### Exercise details
Could you please return each line of the data that has the word "lane"?
****
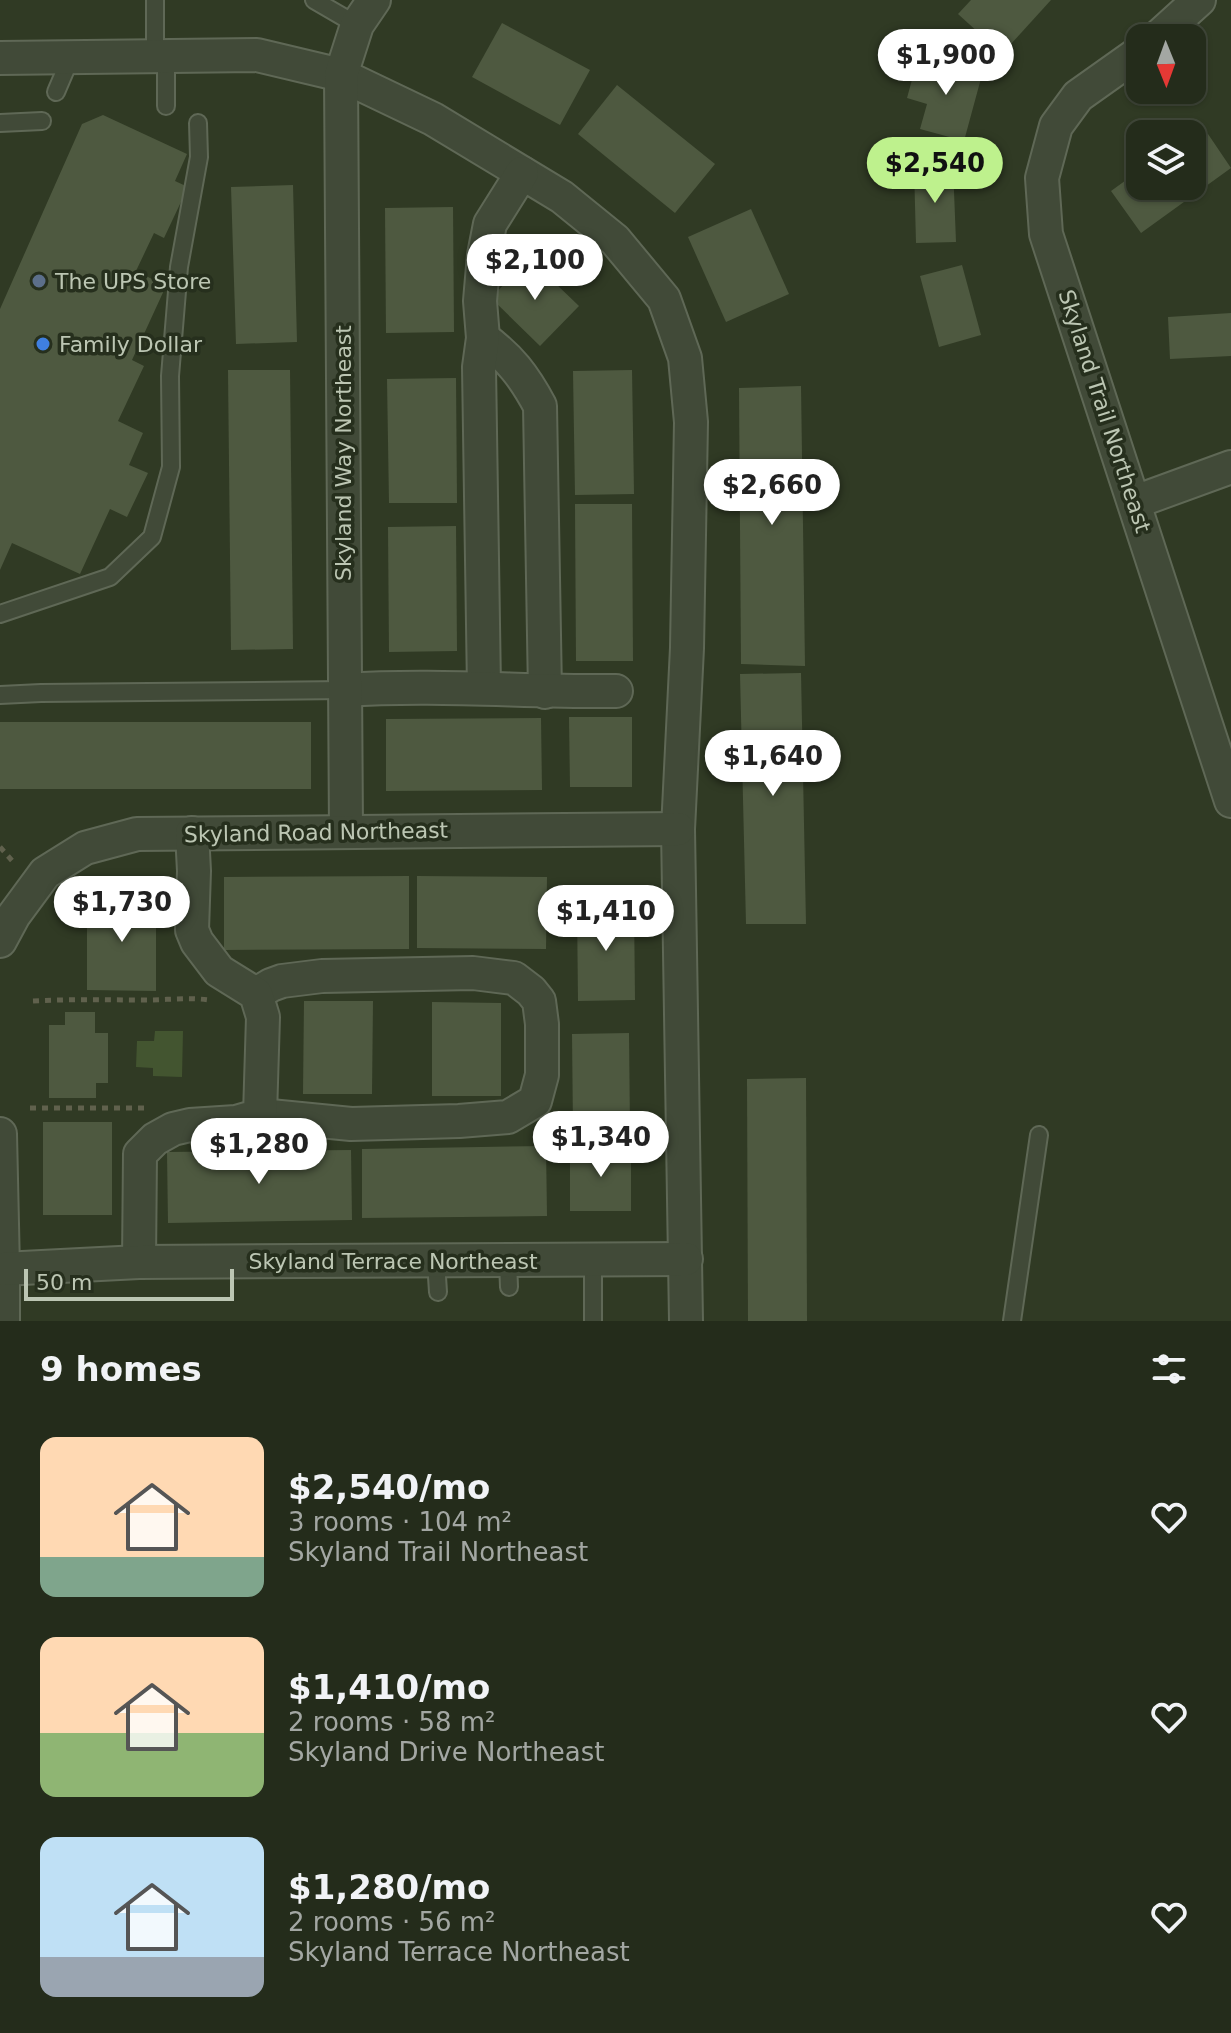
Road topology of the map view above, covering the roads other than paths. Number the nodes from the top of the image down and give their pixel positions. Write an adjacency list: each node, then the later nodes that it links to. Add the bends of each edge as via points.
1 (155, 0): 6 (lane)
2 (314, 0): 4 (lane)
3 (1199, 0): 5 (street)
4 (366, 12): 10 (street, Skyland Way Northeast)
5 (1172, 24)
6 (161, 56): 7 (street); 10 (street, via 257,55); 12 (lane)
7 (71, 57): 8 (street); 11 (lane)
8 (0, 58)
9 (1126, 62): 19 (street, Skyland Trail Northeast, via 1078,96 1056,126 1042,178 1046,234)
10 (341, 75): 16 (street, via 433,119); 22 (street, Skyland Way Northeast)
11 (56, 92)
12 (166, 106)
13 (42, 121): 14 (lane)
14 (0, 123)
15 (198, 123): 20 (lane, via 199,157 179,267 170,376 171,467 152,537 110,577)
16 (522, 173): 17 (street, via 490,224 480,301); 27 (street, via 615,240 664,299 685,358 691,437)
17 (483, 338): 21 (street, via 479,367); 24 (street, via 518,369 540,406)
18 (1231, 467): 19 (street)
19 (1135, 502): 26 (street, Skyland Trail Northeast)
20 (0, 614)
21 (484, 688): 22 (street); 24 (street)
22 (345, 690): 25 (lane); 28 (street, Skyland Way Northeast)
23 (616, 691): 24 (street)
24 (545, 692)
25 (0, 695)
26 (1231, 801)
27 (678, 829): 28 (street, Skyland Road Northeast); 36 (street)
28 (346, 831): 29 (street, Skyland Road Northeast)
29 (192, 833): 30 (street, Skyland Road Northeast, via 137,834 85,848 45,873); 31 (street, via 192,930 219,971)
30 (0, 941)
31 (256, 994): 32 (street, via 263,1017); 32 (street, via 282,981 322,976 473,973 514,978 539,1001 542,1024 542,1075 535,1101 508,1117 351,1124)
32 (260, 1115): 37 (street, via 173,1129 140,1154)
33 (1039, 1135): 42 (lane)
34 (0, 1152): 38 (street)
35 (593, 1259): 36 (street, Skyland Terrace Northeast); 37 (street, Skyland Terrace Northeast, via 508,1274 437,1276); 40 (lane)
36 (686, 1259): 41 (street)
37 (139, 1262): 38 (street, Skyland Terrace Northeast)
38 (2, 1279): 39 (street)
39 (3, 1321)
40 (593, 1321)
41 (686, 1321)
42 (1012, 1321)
****
### Answer for the task
1 (155, 0): 6 (lane)
2 (314, 0): 4 (lane)
6 (161, 56): 7 (street); 10 (street, via 257,55); 12 (lane)
7 (71, 57): 8 (street); 11 (lane)
13 (42, 121): 14 (lane)
15 (198, 123): 20 (lane, via 199,157 179,267 170,376 171,467 152,537 110,577)
22 (345, 690): 25 (lane); 28 (street, Skyland Way Northeast)
33 (1039, 1135): 42 (lane)
35 (593, 1259): 36 (street, Skyland Terrace Northeast); 37 (street, Skyland Terrace Northeast, via 508,1274 437,1276); 40 (lane)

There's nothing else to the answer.